Con permiso de algunos asombros japoneses, la plaza de Lugo de La Coruña es el mejor mercado de pescado del mundo, por variedad y frescura del género. Un espectáculo en sí misma, incluso sin comprar nada, que cuenta además con el aliciente de que aunque el cliente tenga cincuenta o sesenta años, las desenfadadas vendedoras siempre lo llamarán «neniño». Hace unos días, las alegres placeras recibieron una visita de fuste: el mismísimo presidente Sánchez, secundado por su amigo Besteiro y sus diez imputaciones. Nuestro Sánchez se paseó entre los puestos ataviado con un jersey rojizo y dejándose querer. Como ejemplo de calidad, una de las vendedoras le esgrimió un percebe del tamaño de un pulgar de Gasol. Y aquí fue donde el candidato quiso hacer un gesto de proximidad y naturalidad.

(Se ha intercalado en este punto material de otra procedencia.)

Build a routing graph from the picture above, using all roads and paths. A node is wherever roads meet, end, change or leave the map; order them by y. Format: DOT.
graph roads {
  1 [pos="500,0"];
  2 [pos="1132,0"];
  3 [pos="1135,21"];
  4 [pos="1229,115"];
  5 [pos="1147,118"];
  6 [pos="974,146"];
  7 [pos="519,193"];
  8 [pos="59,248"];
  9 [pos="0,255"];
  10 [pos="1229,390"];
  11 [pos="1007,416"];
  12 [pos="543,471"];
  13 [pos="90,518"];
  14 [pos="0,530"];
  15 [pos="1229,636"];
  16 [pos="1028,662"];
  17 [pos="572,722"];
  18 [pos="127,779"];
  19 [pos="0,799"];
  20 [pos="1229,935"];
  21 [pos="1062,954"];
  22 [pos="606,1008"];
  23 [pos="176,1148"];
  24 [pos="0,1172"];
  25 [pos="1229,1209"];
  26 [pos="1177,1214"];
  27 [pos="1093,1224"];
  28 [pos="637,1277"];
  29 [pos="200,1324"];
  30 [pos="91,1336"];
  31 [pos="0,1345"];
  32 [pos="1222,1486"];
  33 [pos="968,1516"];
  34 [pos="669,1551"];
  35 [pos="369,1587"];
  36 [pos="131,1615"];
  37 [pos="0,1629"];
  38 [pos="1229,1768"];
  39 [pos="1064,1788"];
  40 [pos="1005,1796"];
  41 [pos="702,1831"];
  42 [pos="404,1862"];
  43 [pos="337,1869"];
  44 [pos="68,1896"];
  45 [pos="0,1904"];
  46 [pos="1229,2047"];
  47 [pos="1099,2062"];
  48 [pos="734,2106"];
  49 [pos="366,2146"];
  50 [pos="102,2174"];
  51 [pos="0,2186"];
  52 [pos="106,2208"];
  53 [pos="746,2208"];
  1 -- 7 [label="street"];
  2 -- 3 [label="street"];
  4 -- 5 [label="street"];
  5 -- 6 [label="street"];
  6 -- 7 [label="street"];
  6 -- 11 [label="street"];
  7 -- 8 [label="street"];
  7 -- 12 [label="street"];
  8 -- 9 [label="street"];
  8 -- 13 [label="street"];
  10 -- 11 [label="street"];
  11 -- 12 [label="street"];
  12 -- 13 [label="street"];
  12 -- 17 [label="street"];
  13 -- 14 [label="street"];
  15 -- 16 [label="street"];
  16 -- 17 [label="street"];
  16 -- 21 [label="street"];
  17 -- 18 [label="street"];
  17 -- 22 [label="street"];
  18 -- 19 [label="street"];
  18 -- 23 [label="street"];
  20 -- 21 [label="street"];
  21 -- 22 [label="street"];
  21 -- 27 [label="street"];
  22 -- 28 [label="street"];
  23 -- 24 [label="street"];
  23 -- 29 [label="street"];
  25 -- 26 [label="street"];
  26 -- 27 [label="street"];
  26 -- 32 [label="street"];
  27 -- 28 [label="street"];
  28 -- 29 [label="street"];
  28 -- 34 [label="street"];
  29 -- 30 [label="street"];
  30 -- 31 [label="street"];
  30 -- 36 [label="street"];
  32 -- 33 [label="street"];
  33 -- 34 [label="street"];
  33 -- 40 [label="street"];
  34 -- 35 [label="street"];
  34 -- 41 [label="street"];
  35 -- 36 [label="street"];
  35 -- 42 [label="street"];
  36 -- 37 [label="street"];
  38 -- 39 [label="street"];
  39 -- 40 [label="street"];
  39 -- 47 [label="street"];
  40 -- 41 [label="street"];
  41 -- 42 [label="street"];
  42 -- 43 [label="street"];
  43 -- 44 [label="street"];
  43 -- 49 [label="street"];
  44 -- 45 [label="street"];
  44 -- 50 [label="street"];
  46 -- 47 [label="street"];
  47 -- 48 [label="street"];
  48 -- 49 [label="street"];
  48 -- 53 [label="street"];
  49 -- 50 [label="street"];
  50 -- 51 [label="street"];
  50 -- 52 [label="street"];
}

Alzó el percebe con una inmensa sonrisa y para espanto de la placera, ¡se lo zampó crudo!, ajeno a que si no se hierve, su pedúnculo carnoso resulta intragable. Una fugaz mueca de asco asomó al rostro del candidato. Pero recomponiéndose con presteza, tapó el repelús con una nueva sonrisa forzada, mientras la voz de otra pescadera mascullaba por detrás pasmada: «Ay, Dios mío, ¡lo qué hay que hacer para ganar las elecciones!».

Percebes crudos y lo que le echen. Rara vez se ha visto tal alarde de principios variables y trepismo al servicio de un ego. «Lo que distingue al hombre inteligente de los animales es su manera de comer», advertía Brillant-Savarin en su venerable manual. Empiezas con los percebes crudos… y puedes acabar devorando a todo un país de cuchipanda con Iglesias Turrión.